1775-07-10, de Voltaire [François Marie Arouet] à Louis François Armand Du Plessis, duc de Richelieu.

J'ai à vous dire, Monseigneur, que je viens de boire du vin de Champagne à vôtre santé avec un homme qui vous a vu essuier plus de coups de canon que vous n'avez de cheveux à la tête.
C'est un Monsieur Du Vivier, homme fort aimable, qui ne pouvait vous suivre à la tranchée du fort St Philippe, parce que vous alliez toujours trop vite. C'est lui qui est venu me faire sortir de mon lit, qui s'est moqué de ce que j'avais quatre vingt deux ans, et qui m'a fait boire.
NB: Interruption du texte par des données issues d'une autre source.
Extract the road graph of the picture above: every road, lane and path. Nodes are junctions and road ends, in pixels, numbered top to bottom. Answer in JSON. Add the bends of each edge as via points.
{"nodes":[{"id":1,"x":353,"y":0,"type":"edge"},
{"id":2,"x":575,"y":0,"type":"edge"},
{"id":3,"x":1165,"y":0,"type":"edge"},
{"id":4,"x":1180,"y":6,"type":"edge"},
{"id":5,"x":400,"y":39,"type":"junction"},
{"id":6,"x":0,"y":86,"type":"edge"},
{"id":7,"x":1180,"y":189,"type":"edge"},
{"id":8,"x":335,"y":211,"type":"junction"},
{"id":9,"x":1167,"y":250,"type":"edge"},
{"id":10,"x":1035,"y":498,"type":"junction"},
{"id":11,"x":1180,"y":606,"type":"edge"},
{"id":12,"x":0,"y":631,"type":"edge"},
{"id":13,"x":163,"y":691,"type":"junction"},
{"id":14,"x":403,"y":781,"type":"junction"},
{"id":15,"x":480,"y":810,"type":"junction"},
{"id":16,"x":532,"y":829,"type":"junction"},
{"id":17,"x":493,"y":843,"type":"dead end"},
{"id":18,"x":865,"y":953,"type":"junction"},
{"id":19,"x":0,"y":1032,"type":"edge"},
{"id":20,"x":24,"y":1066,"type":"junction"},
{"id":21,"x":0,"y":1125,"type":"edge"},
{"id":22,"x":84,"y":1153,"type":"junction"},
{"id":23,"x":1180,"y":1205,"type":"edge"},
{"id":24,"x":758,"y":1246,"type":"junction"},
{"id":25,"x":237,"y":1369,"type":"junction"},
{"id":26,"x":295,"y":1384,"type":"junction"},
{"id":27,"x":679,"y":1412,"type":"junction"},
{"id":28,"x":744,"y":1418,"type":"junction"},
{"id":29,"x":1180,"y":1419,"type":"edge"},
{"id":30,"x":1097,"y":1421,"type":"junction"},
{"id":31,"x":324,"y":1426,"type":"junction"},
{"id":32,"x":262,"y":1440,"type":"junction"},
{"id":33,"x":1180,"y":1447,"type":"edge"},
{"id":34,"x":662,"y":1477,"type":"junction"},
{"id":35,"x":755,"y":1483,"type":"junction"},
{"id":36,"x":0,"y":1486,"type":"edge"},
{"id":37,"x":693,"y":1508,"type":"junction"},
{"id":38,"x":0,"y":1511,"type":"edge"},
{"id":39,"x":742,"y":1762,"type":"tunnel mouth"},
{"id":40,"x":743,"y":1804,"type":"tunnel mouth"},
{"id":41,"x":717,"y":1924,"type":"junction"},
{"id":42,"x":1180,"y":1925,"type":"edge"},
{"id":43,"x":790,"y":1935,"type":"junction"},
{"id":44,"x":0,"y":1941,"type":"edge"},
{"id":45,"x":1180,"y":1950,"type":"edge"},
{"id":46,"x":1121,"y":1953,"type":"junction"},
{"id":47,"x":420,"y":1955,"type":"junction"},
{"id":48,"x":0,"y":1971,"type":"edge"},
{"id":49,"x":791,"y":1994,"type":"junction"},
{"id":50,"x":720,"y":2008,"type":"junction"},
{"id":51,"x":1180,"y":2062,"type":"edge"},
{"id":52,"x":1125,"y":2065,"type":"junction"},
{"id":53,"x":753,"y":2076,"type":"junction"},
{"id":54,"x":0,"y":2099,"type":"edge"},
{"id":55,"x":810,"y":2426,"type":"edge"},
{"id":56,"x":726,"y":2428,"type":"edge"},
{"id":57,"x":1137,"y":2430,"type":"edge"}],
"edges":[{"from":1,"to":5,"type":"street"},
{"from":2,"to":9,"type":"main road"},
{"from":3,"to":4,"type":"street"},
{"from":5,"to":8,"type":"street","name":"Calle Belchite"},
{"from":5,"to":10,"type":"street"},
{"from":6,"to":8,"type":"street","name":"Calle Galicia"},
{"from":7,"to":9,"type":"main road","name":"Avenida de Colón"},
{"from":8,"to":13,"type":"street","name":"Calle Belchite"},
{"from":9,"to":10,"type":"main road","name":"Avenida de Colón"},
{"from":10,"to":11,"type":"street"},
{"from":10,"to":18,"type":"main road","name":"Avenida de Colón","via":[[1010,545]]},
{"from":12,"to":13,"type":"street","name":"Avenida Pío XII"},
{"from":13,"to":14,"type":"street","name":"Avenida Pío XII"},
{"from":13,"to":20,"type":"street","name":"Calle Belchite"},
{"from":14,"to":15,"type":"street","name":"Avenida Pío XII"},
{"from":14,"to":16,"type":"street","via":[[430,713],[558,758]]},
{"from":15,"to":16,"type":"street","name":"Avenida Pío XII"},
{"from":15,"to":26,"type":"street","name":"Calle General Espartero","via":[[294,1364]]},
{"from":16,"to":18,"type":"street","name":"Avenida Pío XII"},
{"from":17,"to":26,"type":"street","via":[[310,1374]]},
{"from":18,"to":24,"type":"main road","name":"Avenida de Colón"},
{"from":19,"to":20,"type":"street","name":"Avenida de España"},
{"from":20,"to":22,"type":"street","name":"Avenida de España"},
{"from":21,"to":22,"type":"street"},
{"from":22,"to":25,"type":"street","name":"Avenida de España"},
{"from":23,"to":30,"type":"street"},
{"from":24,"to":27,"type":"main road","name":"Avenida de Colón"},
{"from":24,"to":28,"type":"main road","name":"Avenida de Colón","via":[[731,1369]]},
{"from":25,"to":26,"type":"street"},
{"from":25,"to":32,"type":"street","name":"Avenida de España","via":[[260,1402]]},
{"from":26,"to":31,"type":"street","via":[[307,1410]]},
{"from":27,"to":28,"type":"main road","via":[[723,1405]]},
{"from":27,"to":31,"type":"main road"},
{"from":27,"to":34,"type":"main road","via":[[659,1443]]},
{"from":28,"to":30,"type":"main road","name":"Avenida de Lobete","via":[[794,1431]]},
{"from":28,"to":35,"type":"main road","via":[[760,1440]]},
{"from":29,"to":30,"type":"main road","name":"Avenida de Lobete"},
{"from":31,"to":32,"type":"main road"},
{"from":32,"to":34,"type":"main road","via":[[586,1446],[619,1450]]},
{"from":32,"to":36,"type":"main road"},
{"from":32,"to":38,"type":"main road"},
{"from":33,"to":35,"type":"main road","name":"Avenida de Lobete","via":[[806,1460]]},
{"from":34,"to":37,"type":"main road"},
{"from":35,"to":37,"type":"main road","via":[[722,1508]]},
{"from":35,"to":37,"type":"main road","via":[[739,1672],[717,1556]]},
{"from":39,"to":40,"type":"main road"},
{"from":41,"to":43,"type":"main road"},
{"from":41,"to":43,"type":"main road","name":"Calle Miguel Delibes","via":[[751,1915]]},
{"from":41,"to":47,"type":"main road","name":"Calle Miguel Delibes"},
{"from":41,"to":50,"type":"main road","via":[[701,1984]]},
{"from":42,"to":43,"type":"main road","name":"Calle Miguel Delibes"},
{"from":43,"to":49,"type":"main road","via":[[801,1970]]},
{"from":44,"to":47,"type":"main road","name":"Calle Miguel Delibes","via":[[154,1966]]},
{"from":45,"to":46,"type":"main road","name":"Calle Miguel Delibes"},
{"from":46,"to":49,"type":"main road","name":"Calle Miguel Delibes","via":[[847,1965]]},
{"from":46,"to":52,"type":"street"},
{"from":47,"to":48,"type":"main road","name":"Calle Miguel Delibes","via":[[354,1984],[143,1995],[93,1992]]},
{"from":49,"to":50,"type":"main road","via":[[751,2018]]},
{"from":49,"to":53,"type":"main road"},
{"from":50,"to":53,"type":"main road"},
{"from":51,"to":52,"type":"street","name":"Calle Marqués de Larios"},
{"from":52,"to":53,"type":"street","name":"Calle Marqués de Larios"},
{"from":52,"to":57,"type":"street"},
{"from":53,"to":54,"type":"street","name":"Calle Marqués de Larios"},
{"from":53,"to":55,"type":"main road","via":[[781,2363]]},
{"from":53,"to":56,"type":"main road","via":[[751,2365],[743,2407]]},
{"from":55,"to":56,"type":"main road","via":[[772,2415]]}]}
Nous n'avons parlé que de vôtre gloire, il ne m'a pas dit un seul mot des écritures de Made de st Vincent, qui ne valent pas les écrits de Made de Sevigné sa grand mère. Il est reparti sur le champ pour Paris, et je me suis remis dans mon lit. Je mourrai avec le regret de n'être pas venu un matin à vôtre réveil dans vôtre beau palais bâti par le Duc D'Antin, de n'avoir pas été témoin de la gaieté et des grâces que vous avez conservées, et de n'avoir pas admiré de près vôtre courage d'esprit dans toutes les vicissitudes de la vie.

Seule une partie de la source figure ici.